The company I’m helping with now had done no search engine optimization of any kind. We have this super awesome search engineer on board. He’s trying to work with the finance department to say, “Well, what’s our revenue plan look like from organic?” He’s experienced enough to be able to say, “I can’t predict this.” You can’t predict how your organic growth is going to trend. You don’t know what pages those are yet, you don’t know what the search volume is but he’s doing a really good job of saying, “Well, let’s just start creating a model but let’s start writing the assumptions down about how we think our organic performance is going to evolve.”
Josh: It’s super smart. I feel many times, I will walk into meetings with prospects and they will say, “Hey, these are our KPIs. This is what we need to hit.” The first question I ask is, “How did you come up with those numbers?”
Peter: Yes.
Josh: A lot of times there’s data to back it up. Don’t get me wrong. People are using data-smart people. I’m not saying that, but there have been plenty of times where it’s like this is aspirational. It’s not actually based in fact or data. Those are the times where, as an agency, we have to really lean in and try to move people in this direction of like, “Hey, let’s question those assumptions before we get too far down the road,” or at least have them known labeled so that when we do see it’s not working out the way that the CFO projected, well, let’s talk about why that might be.

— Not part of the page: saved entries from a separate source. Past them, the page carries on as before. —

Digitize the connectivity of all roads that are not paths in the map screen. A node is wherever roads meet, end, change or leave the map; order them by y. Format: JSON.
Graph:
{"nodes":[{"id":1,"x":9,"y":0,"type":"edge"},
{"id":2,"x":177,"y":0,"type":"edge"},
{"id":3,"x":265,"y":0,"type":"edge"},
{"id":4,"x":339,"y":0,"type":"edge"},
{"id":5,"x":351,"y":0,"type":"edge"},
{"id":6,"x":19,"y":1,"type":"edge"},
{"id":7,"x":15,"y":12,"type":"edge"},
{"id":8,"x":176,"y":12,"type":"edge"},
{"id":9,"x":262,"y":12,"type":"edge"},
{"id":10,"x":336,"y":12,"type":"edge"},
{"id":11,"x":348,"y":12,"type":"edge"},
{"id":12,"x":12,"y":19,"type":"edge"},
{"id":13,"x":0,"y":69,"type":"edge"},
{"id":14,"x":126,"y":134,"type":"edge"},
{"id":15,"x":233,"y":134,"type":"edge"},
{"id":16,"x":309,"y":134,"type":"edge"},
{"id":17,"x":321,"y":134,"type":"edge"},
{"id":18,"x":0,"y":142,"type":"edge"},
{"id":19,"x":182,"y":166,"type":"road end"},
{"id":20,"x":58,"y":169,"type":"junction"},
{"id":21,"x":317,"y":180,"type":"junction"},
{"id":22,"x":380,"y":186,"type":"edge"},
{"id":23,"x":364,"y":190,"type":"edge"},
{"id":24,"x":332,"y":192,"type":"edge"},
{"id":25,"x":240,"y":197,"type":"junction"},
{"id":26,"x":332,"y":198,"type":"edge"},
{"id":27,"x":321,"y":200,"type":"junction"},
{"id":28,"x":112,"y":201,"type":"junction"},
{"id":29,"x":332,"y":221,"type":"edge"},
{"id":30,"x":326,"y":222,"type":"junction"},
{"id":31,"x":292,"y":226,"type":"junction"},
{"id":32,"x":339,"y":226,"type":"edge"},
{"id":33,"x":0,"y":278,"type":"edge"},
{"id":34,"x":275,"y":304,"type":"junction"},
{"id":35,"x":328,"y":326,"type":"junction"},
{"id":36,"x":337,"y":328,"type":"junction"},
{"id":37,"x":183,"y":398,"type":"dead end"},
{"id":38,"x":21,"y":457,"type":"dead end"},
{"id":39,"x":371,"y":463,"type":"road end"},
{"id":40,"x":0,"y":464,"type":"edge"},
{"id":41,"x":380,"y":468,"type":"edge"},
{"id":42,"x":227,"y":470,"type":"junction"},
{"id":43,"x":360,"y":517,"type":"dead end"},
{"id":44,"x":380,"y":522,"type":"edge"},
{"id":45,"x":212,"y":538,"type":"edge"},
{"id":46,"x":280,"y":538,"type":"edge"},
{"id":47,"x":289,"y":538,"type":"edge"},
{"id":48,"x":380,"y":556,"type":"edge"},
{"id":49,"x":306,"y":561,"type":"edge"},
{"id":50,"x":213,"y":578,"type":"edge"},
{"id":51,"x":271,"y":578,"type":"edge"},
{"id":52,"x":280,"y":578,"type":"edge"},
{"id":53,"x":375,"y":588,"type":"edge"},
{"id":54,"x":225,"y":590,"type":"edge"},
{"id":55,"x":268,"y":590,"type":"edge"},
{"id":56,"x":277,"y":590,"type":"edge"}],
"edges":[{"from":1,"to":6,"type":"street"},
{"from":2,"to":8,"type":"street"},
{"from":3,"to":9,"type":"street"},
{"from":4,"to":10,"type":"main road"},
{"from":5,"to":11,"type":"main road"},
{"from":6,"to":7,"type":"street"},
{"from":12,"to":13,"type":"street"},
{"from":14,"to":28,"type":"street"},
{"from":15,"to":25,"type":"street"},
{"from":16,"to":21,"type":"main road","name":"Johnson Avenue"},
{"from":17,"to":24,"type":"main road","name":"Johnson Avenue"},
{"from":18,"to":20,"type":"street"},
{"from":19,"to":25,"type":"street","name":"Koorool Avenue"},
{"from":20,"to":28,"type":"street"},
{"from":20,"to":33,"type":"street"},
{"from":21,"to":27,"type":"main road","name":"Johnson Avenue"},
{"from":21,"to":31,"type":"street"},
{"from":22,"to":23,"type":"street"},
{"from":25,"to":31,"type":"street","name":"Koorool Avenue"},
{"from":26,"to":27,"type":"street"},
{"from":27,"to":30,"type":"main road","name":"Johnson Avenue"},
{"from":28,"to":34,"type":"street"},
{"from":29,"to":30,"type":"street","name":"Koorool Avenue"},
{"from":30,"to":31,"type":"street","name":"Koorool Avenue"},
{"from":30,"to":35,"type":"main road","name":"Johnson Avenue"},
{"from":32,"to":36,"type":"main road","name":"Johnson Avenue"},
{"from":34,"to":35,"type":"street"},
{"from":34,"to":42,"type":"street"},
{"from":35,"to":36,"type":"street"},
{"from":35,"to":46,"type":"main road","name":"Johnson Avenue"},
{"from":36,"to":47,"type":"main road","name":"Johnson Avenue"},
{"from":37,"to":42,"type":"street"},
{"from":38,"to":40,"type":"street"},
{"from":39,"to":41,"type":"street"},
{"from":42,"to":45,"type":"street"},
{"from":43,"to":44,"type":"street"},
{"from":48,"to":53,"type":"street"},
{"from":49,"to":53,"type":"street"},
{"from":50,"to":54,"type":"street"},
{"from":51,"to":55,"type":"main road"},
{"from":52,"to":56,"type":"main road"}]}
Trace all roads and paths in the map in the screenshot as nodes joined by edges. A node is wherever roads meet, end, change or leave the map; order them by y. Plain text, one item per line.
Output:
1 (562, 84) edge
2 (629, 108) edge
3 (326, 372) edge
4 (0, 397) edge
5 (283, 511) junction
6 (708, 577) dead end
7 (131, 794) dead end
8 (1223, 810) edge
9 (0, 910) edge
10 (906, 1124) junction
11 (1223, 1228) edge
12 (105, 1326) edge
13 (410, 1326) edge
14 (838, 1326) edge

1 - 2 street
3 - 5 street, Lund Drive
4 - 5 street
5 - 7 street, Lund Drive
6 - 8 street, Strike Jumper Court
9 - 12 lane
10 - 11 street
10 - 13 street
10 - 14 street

Peter: A couple of jobs ago I got in, to me, in marketing, the most important relationship I need to have, aside from being fused to the sales organization, is the CFO. A few jobs ago I had an awesome CFO and we were talking about, as we’re starting to ramp up page search, she was like, “Well, why don’t we just put more money into this because the ROI is clear.” I was like, “Well, there’s a thing called search volume.’ You can’t just keep pouring the money in. I said, “It’s a good question. We need to go find out where do we have enough headroom for pouring more money in that’s going to work, but you can’t just run those numbers forward because they don’t map to reality.” It’s a good example of where, yes, the assumption that you can just keep pouring money into it, not valid.
Josh: There’s diminishing returns on a number of different levels. One of those for sure is, “Hey, we ran out of people who actually are searching for this.” [chuckles]

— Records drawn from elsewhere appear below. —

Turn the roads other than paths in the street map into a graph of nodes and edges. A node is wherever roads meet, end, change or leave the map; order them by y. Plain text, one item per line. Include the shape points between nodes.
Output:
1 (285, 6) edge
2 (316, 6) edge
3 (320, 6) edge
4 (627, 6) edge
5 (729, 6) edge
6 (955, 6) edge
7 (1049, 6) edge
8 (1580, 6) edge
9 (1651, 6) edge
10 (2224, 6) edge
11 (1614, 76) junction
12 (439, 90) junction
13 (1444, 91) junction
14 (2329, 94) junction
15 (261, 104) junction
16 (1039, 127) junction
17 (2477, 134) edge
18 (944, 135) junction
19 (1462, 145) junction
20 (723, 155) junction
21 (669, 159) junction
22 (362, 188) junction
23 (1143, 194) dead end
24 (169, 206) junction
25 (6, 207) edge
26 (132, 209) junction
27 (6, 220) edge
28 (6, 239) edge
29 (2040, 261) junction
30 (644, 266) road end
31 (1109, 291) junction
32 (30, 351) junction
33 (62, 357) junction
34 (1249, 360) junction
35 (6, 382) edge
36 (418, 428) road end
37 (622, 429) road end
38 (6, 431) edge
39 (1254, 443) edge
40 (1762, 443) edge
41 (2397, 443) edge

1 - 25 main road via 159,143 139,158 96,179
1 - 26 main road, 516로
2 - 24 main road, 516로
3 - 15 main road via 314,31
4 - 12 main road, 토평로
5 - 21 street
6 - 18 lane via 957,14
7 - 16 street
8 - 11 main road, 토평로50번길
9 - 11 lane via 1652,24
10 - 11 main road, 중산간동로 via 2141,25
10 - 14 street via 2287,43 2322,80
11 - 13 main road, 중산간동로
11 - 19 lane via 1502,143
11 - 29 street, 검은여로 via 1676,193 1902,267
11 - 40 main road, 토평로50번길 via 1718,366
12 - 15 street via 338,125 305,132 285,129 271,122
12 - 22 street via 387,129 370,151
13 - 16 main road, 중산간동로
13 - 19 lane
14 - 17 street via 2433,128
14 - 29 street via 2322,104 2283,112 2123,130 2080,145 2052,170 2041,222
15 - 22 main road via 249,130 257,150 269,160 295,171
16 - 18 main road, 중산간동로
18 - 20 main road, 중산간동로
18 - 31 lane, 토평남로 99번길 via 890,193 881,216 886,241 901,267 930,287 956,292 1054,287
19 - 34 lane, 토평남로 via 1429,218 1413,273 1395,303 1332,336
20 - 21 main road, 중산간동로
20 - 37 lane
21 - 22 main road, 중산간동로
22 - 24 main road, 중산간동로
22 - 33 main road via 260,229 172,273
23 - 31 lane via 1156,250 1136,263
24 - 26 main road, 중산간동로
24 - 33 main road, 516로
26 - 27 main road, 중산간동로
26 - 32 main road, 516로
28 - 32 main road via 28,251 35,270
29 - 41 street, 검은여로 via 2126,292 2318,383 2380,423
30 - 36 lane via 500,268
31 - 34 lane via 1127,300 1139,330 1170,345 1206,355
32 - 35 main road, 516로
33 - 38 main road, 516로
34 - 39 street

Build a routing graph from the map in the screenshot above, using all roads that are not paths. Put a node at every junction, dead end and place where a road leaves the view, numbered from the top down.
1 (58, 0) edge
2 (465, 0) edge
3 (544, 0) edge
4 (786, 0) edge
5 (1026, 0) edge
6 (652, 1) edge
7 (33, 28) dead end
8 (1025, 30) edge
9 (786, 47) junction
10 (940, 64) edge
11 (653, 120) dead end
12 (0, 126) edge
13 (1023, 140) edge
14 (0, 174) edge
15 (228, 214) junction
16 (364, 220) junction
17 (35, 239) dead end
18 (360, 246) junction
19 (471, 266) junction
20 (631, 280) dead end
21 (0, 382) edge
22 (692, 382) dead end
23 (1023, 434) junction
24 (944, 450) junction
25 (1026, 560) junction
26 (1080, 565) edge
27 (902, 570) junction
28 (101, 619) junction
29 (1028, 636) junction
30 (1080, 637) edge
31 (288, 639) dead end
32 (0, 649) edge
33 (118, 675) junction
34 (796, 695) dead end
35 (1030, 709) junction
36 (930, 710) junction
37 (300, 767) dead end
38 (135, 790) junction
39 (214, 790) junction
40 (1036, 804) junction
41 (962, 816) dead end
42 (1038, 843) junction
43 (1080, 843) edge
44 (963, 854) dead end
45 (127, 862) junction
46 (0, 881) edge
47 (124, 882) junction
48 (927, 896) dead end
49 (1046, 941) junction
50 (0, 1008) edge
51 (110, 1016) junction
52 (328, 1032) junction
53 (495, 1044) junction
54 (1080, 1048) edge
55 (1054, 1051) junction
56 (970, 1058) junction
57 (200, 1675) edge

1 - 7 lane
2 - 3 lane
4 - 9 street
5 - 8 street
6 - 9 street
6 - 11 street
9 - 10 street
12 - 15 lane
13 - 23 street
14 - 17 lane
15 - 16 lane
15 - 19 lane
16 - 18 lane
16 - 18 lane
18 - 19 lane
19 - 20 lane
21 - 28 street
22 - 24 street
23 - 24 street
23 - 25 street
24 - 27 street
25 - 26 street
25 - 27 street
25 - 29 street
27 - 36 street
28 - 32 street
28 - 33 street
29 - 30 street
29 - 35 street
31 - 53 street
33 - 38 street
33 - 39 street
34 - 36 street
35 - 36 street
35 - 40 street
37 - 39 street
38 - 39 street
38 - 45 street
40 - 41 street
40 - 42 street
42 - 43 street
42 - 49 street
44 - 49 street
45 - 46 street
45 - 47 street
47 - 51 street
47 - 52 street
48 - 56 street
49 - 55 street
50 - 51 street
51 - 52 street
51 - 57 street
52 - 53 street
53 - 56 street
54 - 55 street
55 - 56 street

Peter: [chuckles] Yes, yes.
Josh: Oh, that’s great. Well, I tell you what, this has been a great conversation. I really appreciate your time and expertise. That user manual that you mentioned, I’d love to grab a copy of that. If you want to come back on another How I Work and talk more about culture and mindset, I would be game to do it. I really appreciate it [crosstalk]
Peter: Thank you so much. Let’s plan on that and I will get you that user manual. Thank you very much.
Josh: Awesome. Thanks so much. Bye now.